* **HOW TO COMPLETE THIS TASK**: The answer must consist of every line in the data that contains "Court".

* **SOURCE DATA**:
-- Opening Marker --

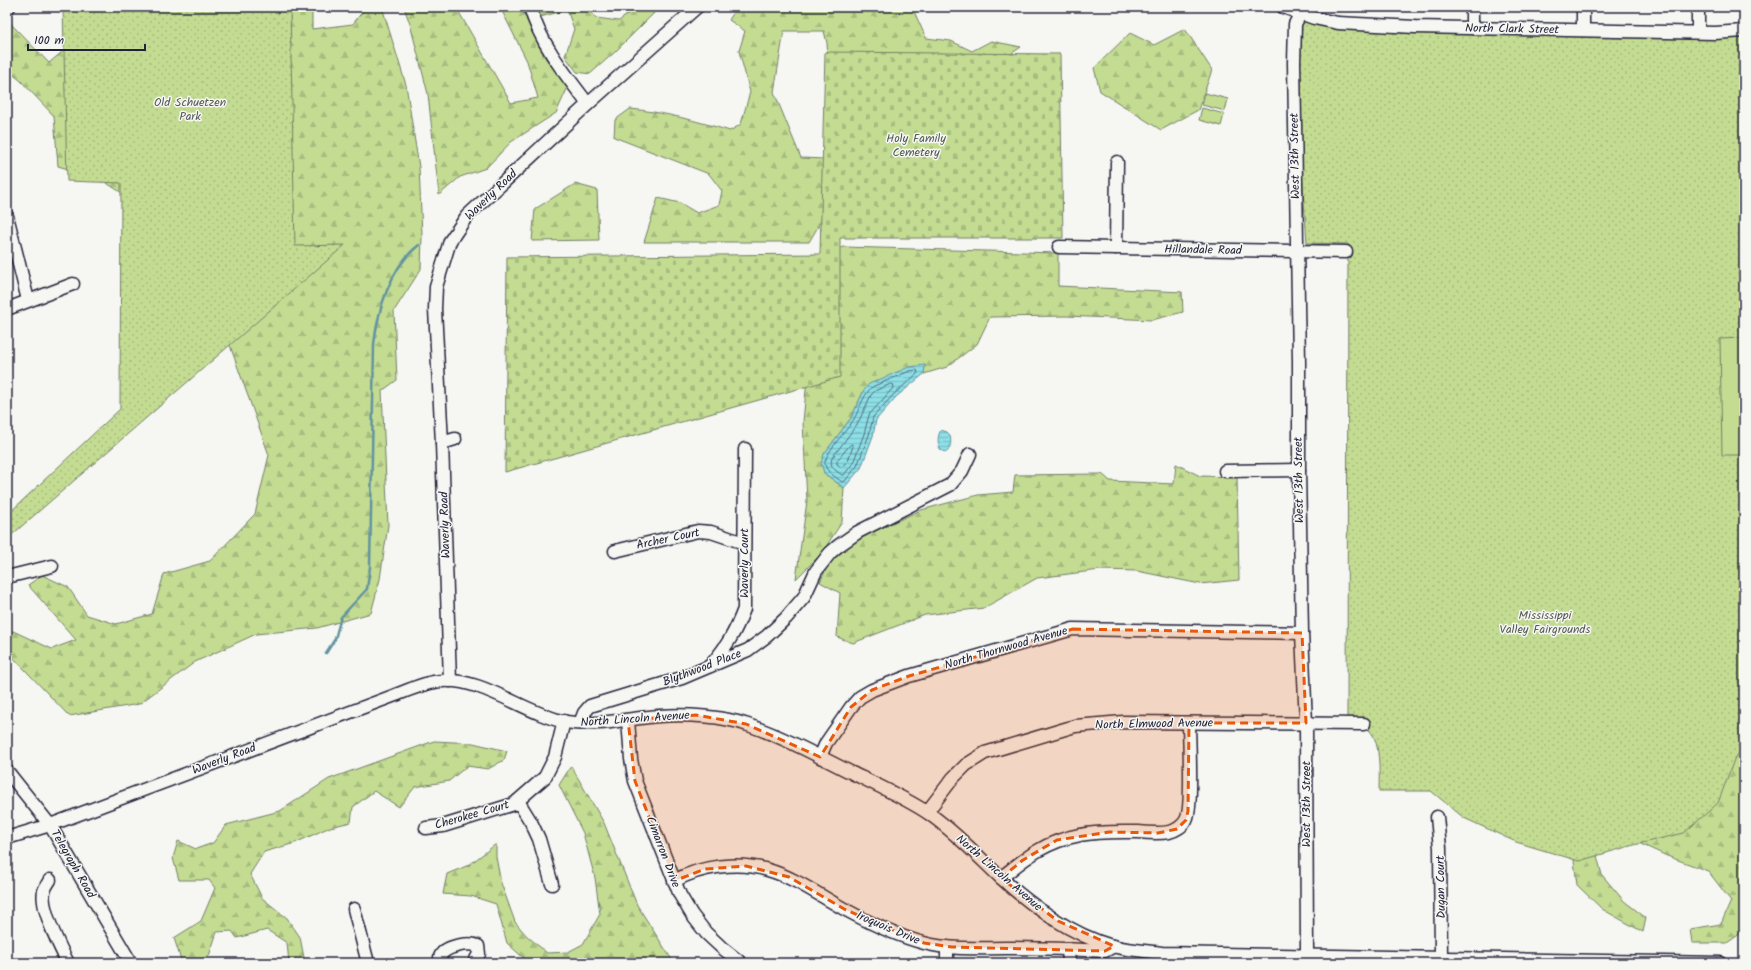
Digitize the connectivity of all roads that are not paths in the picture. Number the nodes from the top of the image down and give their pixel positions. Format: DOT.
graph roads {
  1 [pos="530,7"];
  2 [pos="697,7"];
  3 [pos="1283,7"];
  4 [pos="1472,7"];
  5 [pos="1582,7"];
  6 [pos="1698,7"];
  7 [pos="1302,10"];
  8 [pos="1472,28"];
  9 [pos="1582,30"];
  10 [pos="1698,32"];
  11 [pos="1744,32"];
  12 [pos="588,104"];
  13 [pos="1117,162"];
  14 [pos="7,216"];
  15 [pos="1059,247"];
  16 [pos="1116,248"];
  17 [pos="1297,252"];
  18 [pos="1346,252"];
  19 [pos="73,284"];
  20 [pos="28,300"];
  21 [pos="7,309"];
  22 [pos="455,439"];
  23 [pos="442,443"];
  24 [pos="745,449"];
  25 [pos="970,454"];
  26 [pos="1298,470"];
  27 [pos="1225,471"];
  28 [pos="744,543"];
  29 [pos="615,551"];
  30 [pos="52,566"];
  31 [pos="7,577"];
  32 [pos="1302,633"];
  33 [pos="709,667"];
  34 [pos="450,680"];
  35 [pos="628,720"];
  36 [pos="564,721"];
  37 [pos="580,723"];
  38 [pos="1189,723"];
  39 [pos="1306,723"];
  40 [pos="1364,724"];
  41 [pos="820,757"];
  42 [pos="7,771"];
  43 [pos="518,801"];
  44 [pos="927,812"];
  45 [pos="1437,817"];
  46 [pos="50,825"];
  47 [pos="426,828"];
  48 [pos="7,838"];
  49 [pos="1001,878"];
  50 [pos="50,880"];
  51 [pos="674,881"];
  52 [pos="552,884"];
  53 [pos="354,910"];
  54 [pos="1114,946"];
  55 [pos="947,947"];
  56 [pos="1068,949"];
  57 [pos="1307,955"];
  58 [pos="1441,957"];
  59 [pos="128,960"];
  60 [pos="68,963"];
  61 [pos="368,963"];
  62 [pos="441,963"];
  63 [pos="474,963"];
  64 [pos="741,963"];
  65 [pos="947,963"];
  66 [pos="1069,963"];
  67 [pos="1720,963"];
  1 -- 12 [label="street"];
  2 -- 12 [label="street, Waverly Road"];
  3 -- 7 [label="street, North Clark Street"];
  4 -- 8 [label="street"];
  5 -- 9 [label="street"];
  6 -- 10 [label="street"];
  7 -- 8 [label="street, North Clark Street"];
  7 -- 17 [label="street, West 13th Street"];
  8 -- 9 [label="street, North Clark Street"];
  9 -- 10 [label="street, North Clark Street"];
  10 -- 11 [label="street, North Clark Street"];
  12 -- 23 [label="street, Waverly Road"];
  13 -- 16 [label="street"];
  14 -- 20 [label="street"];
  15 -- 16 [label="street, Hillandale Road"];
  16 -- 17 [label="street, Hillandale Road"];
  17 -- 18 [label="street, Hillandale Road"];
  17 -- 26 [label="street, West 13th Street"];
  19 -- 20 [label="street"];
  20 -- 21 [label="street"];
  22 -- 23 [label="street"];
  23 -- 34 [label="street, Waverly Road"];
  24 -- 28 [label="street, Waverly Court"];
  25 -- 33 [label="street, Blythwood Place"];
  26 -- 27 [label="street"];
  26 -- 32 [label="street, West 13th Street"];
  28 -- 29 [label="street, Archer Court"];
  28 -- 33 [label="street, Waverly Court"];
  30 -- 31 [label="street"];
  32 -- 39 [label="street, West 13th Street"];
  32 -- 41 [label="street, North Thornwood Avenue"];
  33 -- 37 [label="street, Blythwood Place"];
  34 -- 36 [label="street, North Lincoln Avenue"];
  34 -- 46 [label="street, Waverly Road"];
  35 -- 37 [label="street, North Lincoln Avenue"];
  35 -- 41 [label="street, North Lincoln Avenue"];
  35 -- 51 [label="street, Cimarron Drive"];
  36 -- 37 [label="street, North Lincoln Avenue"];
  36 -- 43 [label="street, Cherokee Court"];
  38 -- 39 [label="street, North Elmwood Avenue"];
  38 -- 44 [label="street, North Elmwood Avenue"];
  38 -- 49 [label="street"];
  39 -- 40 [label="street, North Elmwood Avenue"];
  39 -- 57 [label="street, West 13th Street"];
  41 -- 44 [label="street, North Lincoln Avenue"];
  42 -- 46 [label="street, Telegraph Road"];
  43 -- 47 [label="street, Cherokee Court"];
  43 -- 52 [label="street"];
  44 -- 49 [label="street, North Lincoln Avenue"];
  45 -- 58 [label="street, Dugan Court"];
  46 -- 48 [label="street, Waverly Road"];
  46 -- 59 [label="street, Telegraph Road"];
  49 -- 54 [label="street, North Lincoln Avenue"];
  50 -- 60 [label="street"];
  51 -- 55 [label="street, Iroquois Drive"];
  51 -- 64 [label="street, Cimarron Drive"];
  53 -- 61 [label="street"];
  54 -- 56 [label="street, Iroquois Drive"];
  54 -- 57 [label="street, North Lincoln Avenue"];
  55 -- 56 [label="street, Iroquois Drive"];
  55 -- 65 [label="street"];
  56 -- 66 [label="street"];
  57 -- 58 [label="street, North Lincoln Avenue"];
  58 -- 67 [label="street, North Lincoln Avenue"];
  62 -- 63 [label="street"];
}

-- Closing Marker --

* **RESPONSE TO THIS TASK**:
  24 -- 28 [label="street, Waverly Court"];
  28 -- 29 [label="street, Archer Court"];
  28 -- 33 [label="street, Waverly Court"];
  36 -- 43 [label="street, Cherokee Court"];
  43 -- 47 [label="street, Cherokee Court"];
  45 -- 58 [label="street, Dugan Court"];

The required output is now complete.